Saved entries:
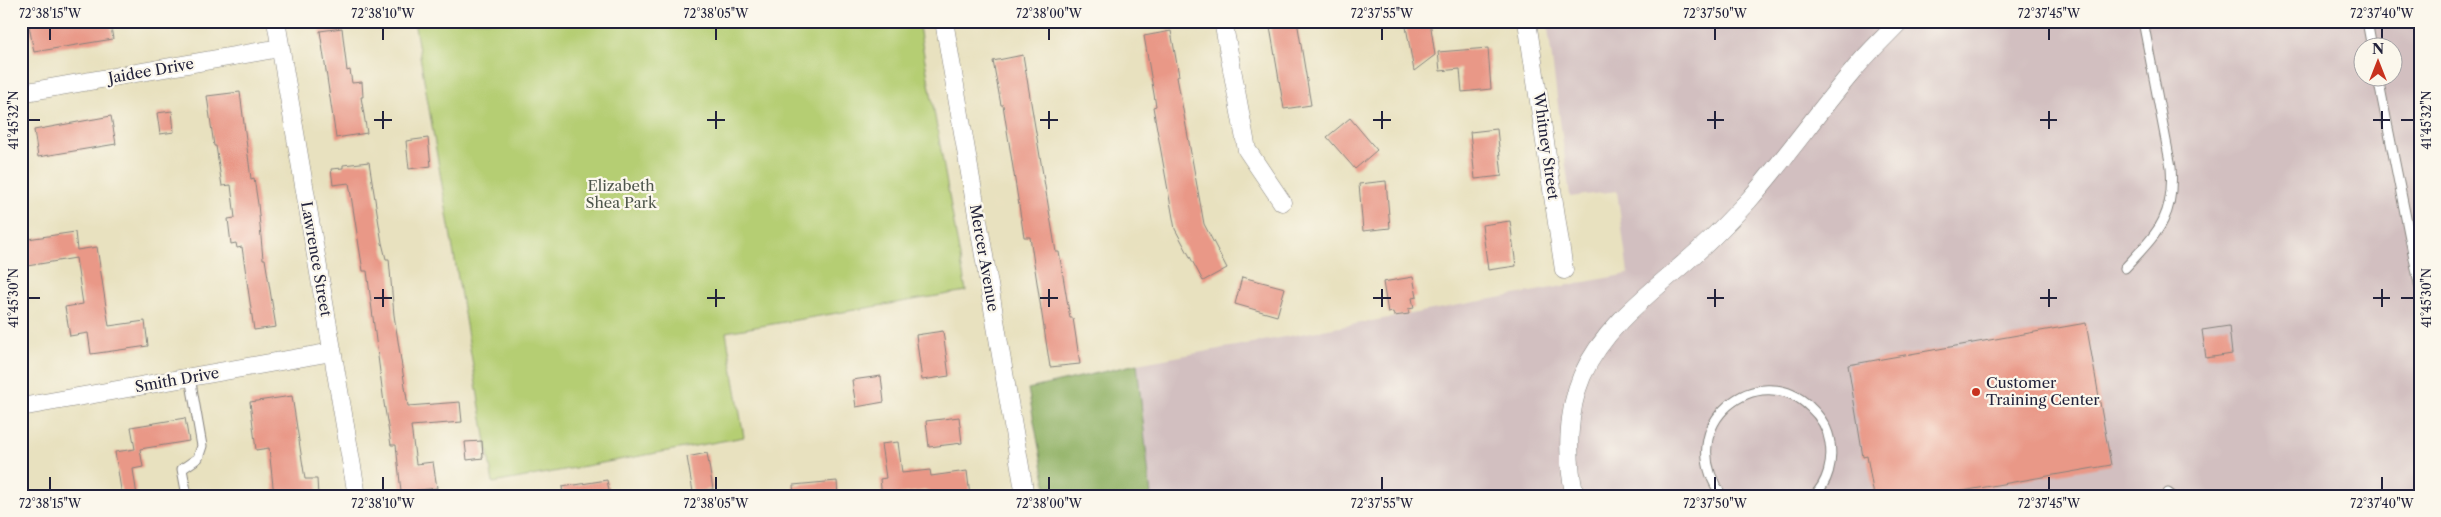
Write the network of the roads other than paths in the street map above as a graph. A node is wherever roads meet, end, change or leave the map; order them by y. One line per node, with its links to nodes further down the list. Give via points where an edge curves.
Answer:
1 (276, 21): 9 (street, Lawrence Street)
2 (944, 21): 21 (street, Mercer Avenue)
3 (1223, 21): 12 (street, via 1247,150)
4 (1527, 21): 14 (street, Whitney Street)
5 (1900, 21): 22 (street, via 1854,69 1748,201 1646,295 1606,337 1582,376 1574,403 1570,457)
6 (2143, 21): 13 (lane, via 2172,186 2168,212 2158,233)
7 (2367, 21): 8 (lane)
8 (2370, 38)
9 (280, 48): 11 (street, Jaidee Drive); 16 (street, Lawrence Street)
10 (2380, 88): 15 (lane)
11 (21, 93)
12 (1282, 202)
13 (2124, 268)
14 (1564, 270)
15 (2420, 288)
16 (332, 352): 17 (street, Smith Drive); 20 (street, Lawrence Street)
17 (190, 377): 18 (street, Smith Drive); 19 (lane, via 202,446 198,458 182,469)
18 (21, 407)
19 (187, 496)
20 (358, 496)
21 (1025, 496)
22 (1575, 496)
23 (1722, 496): 24 (lane, via 1712,482 1706,464 1710,428 1731,402 1750,393 1769,390 1788,393 1805,402 1819,416 1829,434 1832,453 1829,473)
24 (1814, 496)

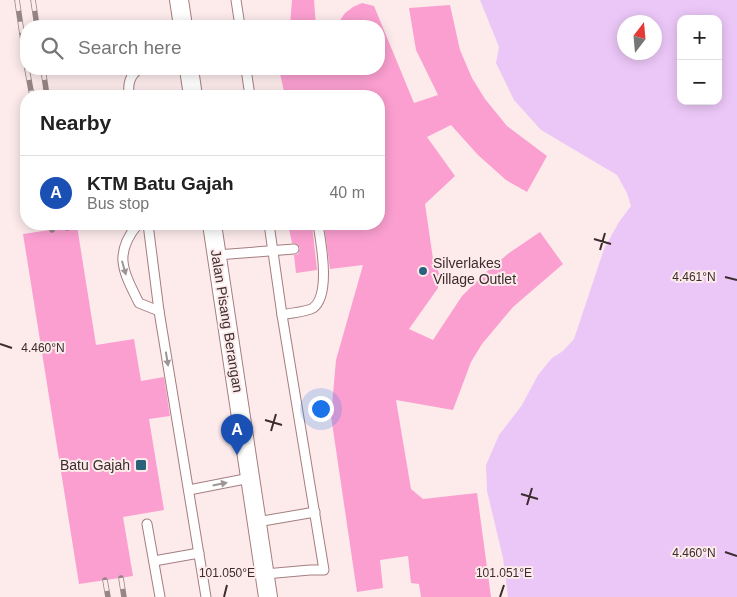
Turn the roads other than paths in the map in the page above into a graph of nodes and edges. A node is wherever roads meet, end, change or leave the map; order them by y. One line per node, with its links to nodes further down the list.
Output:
1 (179, 0): 3 (street)
2 (236, 0): 4 (lane)
3 (182, 20)
4 (239, 20)
5 (133, 75): 8 (lane)
6 (190, 75): 9 (street)
7 (247, 75): 10 (lane)
8 (129, 90)
9 (192, 90)
10 (249, 90)
11 (133, 230): 19 (lane, one-way to 19)
12 (149, 230): 19 (lane)
13 (213, 230): 18 (street, Jalan Pisang Berangan)
14 (270, 230): 17 (lane)
15 (318, 230): 20 (lane)
16 (294, 248): 17 (lane)
17 (273, 250): 18 (lane); 20 (lane)
18 (217, 255): 21 (street, Jalan Pisang Berangan)
19 (160, 311): 22 (lane, one-way to 22)
20 (282, 315): 23 (lane)
21 (250, 478): 22 (lane, one-way to 21); 24 (street, Jalan Pisang Berangan)
22 (189, 490): 26 (lane)
23 (315, 512): 24 (lane); 28 (lane)
24 (257, 522): 28 (street, Jalan Pisang Berangan)
25 (147, 524): 27 (lane)
26 (199, 553): 27 (lane); 30 (lane)
27 (154, 562): 29 (lane)
28 (265, 574): 31 (street, Jalan Pisang Berangan)
29 (160, 597)
30 (206, 597)
31 (268, 597)

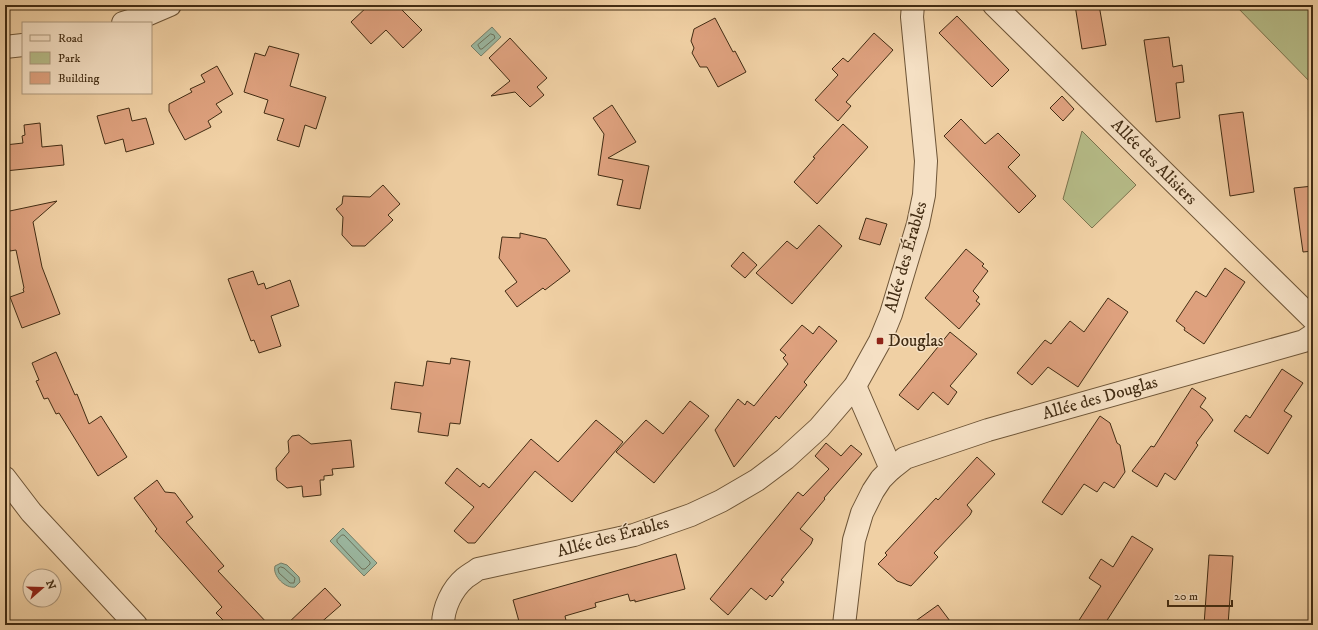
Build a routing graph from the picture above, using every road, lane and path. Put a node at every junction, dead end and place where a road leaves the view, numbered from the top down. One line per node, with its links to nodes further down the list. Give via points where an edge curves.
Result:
1 (170, 5): 4 (street)
2 (913, 5): 9 (street, Allée des Érables, via 926,161 924,195 891,314 880,341)
3 (994, 5): 7 (street, Allée des Alisiers)
4 (126, 22)
5 (22, 46): 6 (street)
6 (5, 47)
7 (1313, 320)
8 (1313, 335): 10 (street, Allée des Douglas, via 1304,341 988,430 905,458)
9 (855, 386): 10 (street); 13 (street, Allée des Érables, via 819,428 785,459 757,480 721,501 691,515 634,535 478,569 452,592 445,608)
10 (891, 469): 14 (street, Allée des Douglas, via 873,491 862,513 854,540)
11 (5, 478): 12 (street, via 31,512)
12 (136, 625)
13 (444, 625)
14 (844, 625)

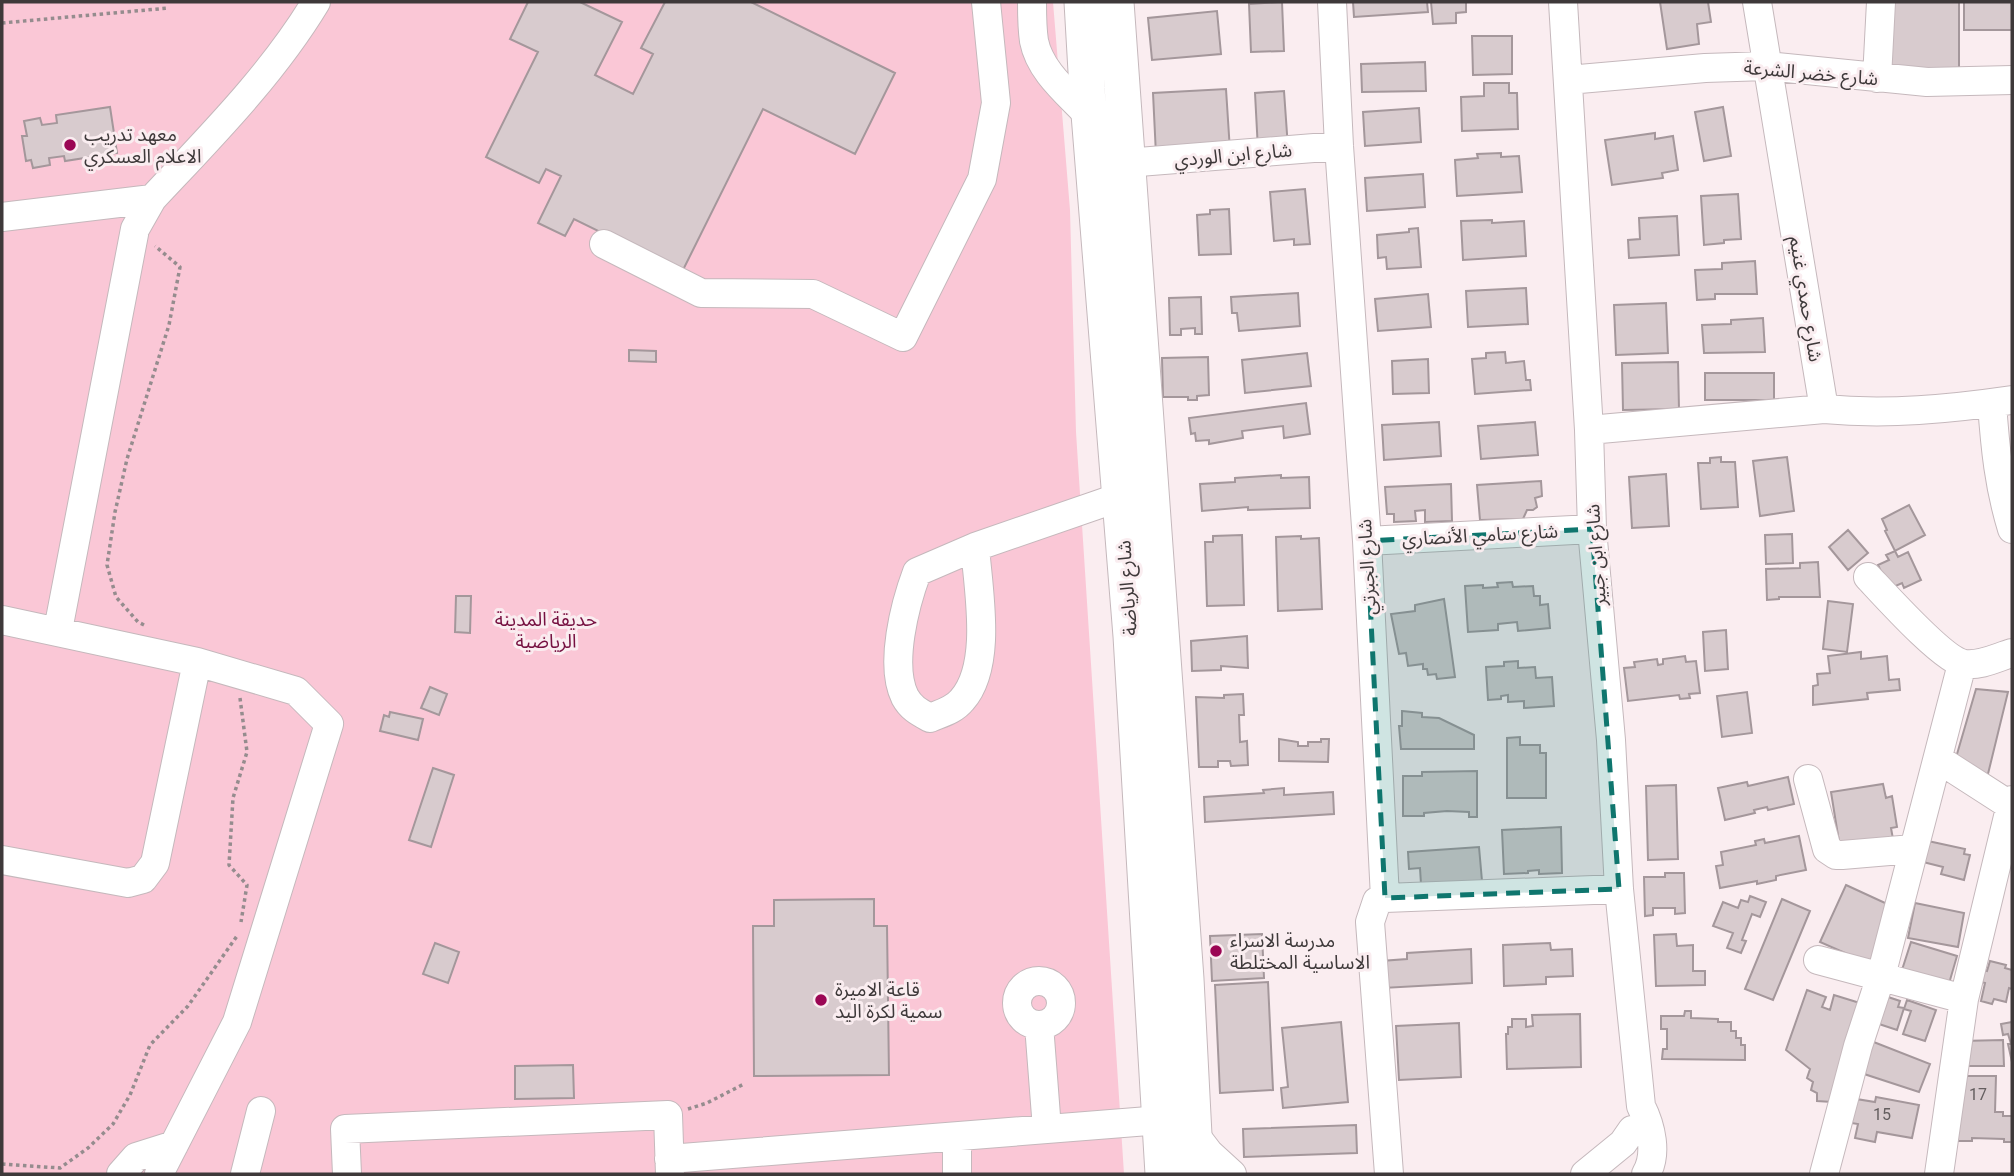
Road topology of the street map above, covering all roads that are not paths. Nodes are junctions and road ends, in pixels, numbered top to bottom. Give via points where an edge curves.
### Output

> EXERCISE GOAL: State how many lines in the entries above hold the word "them", with no further text.

> ANSWER TO THE PROBLEM: 2